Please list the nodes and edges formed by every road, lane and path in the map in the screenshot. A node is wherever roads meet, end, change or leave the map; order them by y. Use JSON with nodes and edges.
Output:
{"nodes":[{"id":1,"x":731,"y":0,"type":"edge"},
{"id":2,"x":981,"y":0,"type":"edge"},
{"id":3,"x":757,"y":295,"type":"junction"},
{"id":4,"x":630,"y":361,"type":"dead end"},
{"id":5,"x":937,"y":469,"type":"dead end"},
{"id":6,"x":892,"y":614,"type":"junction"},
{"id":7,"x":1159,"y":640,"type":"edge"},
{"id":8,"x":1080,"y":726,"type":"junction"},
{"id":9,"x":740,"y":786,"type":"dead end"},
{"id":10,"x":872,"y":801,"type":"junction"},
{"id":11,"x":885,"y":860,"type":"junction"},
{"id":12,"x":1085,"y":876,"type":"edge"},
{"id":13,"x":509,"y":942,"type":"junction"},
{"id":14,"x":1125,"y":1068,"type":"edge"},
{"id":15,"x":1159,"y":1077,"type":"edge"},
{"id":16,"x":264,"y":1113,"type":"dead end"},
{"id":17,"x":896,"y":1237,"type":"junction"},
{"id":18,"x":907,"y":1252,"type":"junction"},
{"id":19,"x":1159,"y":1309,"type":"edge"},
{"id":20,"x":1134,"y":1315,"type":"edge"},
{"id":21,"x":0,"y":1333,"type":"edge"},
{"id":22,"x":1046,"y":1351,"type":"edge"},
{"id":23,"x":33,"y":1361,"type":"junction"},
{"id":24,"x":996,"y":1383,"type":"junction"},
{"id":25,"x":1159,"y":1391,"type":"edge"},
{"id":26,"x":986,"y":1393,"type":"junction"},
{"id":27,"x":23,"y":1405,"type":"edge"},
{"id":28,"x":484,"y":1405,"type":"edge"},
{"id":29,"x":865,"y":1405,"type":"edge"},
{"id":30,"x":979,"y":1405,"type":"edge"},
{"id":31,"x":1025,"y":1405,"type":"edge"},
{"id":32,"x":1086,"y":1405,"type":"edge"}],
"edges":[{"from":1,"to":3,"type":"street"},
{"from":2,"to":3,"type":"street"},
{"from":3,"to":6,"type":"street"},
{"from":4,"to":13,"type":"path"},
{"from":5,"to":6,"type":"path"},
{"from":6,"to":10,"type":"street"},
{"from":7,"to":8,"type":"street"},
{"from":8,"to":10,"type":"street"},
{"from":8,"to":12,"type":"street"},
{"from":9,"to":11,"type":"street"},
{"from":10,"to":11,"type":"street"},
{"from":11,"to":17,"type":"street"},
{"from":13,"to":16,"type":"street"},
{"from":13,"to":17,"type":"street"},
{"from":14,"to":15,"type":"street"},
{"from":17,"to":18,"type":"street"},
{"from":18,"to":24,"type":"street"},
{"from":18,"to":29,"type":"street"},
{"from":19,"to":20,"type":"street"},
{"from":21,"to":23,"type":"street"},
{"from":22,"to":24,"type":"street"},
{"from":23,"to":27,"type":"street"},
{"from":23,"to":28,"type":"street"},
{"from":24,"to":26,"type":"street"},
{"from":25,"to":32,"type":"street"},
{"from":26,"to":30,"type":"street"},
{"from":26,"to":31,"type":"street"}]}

+--

- **Your instructions**: Would you filter the records and copy each line that contains the word "edges"?

- **Response to the task**:
Please list the nodes and edges formed by every road, lane and path in the map in the screenshot. A node is wherever roads meet, end, change or leave the map; order them by y. Use JSON with nodes and edges.
"edges":[{"from":1,"to":3,"type":"street"},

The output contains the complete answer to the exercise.